▶ **Input data**
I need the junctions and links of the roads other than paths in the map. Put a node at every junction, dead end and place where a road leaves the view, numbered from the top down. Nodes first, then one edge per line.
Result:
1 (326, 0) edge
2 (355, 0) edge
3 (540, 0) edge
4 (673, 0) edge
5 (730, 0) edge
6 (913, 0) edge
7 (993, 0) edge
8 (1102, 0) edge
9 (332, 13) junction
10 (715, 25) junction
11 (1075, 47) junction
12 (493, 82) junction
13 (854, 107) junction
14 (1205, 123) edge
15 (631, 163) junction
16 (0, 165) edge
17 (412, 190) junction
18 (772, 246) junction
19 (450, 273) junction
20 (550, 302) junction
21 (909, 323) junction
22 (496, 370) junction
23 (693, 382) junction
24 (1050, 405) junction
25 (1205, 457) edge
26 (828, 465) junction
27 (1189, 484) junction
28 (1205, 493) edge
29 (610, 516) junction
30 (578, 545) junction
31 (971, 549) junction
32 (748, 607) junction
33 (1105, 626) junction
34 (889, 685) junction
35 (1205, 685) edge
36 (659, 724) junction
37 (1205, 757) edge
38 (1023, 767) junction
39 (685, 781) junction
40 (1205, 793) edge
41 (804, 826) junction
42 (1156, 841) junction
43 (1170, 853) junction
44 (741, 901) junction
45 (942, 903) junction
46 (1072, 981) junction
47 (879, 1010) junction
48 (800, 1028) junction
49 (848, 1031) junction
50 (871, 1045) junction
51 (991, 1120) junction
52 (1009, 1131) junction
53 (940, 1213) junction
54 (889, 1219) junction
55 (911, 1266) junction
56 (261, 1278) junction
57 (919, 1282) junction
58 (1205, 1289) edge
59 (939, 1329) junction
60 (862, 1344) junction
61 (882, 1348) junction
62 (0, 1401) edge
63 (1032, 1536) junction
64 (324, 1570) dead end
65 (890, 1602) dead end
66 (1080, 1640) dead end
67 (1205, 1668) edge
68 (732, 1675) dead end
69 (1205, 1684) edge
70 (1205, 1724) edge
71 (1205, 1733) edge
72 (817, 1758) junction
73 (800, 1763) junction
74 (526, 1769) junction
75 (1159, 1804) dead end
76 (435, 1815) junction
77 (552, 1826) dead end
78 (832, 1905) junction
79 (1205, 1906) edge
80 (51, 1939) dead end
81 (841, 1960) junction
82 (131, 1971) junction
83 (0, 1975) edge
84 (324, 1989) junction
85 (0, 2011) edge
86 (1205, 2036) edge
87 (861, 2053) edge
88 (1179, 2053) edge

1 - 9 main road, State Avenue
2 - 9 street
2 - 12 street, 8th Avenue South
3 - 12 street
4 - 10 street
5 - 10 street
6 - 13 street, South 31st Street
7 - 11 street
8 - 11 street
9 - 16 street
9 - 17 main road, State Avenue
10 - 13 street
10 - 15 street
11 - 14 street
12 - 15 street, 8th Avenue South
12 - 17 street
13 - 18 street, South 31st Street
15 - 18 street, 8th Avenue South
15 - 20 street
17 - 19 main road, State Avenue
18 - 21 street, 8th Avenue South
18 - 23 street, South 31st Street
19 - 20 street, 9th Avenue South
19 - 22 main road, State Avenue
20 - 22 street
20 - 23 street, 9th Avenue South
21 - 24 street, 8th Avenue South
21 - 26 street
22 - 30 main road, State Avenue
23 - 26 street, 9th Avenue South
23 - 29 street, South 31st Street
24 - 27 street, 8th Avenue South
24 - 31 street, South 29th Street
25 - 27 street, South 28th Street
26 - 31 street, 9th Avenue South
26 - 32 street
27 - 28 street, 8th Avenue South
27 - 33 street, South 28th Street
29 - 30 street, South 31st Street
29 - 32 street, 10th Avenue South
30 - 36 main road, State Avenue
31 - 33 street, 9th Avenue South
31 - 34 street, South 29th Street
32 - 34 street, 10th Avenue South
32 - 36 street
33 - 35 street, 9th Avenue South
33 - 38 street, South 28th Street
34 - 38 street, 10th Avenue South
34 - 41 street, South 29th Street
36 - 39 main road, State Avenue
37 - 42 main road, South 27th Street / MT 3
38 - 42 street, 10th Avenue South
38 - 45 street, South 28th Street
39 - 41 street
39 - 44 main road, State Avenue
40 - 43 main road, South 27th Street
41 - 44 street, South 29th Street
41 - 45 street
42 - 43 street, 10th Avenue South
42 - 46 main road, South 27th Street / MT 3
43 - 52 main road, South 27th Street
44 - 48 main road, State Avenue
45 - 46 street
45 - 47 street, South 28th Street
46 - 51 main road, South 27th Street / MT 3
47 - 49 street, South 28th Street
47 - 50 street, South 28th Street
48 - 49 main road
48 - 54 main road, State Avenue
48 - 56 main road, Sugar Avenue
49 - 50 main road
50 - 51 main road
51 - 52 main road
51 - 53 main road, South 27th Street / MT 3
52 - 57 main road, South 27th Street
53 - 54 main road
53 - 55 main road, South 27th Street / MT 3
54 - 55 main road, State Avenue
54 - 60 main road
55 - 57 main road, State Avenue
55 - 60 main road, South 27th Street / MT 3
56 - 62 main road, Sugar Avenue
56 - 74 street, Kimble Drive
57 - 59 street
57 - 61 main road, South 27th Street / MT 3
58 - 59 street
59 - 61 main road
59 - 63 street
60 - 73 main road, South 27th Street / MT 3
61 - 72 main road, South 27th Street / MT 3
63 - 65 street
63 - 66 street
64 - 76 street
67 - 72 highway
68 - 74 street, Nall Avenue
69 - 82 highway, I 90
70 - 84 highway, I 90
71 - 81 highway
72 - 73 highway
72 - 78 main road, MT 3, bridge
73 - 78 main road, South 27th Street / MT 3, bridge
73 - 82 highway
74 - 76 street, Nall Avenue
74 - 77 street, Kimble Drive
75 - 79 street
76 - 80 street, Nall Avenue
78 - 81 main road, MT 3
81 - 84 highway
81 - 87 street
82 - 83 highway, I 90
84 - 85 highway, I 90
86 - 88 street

▶ **What to work on**
Read the data above. Pull out each line in which the string "Drive" appears.

▶ **Problem solution**
56 - 74 street, Kimble Drive
74 - 77 street, Kimble Drive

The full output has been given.